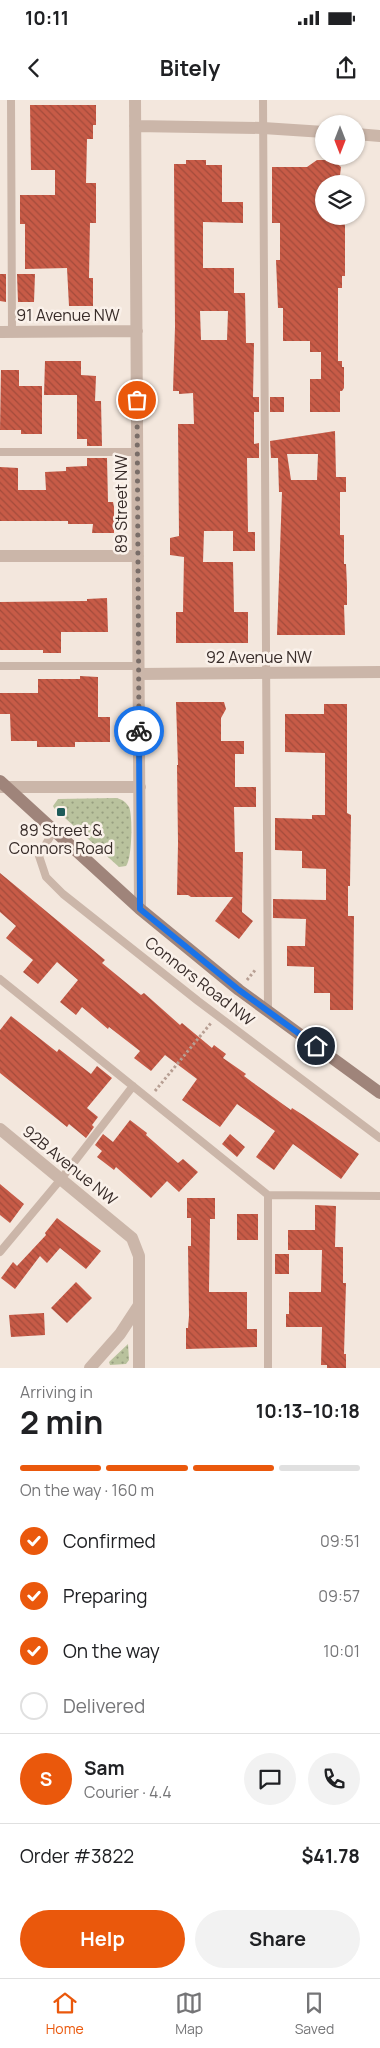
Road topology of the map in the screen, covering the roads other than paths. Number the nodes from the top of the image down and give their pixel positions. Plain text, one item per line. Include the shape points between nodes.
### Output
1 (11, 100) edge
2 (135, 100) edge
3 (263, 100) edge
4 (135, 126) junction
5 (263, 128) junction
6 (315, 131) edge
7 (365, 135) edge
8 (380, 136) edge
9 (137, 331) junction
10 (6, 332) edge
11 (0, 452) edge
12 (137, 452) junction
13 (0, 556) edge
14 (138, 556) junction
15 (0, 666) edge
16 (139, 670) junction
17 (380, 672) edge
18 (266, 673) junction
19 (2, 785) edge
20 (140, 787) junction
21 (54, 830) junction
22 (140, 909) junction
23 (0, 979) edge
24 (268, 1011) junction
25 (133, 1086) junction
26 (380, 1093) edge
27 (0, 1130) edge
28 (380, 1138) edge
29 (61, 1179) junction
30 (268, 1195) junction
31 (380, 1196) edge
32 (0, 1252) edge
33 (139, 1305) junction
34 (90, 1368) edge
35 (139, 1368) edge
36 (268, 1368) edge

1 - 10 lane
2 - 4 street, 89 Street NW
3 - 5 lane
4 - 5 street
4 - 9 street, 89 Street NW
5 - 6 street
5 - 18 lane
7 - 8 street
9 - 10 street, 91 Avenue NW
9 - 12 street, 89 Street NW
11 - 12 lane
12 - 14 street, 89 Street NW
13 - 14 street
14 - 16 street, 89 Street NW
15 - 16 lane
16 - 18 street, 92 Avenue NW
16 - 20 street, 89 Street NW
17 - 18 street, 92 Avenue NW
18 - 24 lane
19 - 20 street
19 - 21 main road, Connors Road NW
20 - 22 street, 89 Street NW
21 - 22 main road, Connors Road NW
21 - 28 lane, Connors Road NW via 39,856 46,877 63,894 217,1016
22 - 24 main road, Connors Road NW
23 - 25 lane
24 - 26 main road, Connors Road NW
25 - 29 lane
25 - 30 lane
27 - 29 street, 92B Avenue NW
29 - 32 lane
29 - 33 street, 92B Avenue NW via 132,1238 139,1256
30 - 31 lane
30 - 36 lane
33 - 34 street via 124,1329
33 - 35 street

——————————

Work instructions → Exact repetition of the data is needed, with no images retained.

Solution to this exercise →
Road topology of the map in the screen, covering the roads other than paths. Number the nodes from the top of the image down and give their pixel positions. Plain text, one item per line. Include the shape points between nodes.
### Output
1 (11, 100) edge
2 (135, 100) edge
3 (263, 100) edge
4 (135, 126) junction
5 (263, 128) junction
6 (315, 131) edge
7 (365, 135) edge
8 (380, 136) edge
9 (137, 331) junction
10 (6, 332) edge
11 (0, 452) edge
12 (137, 452) junction
13 (0, 556) edge
14 (138, 556) junction
15 (0, 666) edge
16 (139, 670) junction
17 (380, 672) edge
18 (266, 673) junction
19 (2, 785) edge
20 (140, 787) junction
21 (54, 830) junction
22 (140, 909) junction
23 (0, 979) edge
24 (268, 1011) junction
25 (133, 1086) junction
26 (380, 1093) edge
27 (0, 1130) edge
28 (380, 1138) edge
29 (61, 1179) junction
30 (268, 1195) junction
31 (380, 1196) edge
32 (0, 1252) edge
33 (139, 1305) junction
34 (90, 1368) edge
35 (139, 1368) edge
36 (268, 1368) edge

1 - 10 lane
2 - 4 street, 89 Street NW
3 - 5 lane
4 - 5 street
4 - 9 street, 89 Street NW
5 - 6 street
5 - 18 lane
7 - 8 street
9 - 10 street, 91 Avenue NW
9 - 12 street, 89 Street NW
11 - 12 lane
12 - 14 street, 89 Street NW
13 - 14 street
14 - 16 street, 89 Street NW
15 - 16 lane
16 - 18 street, 92 Avenue NW
16 - 20 street, 89 Street NW
17 - 18 street, 92 Avenue NW
18 - 24 lane
19 - 20 street
19 - 21 main road, Connors Road NW
20 - 22 street, 89 Street NW
21 - 22 main road, Connors Road NW
21 - 28 lane, Connors Road NW via 39,856 46,877 63,894 217,1016
22 - 24 main road, Connors Road NW
23 - 25 lane
24 - 26 main road, Connors Road NW
25 - 29 lane
25 - 30 lane
27 - 29 street, 92B Avenue NW
29 - 32 lane
29 - 33 street, 92B Avenue NW via 132,1238 139,1256
30 - 31 lane
30 - 36 lane
33 - 34 street via 124,1329
33 - 35 street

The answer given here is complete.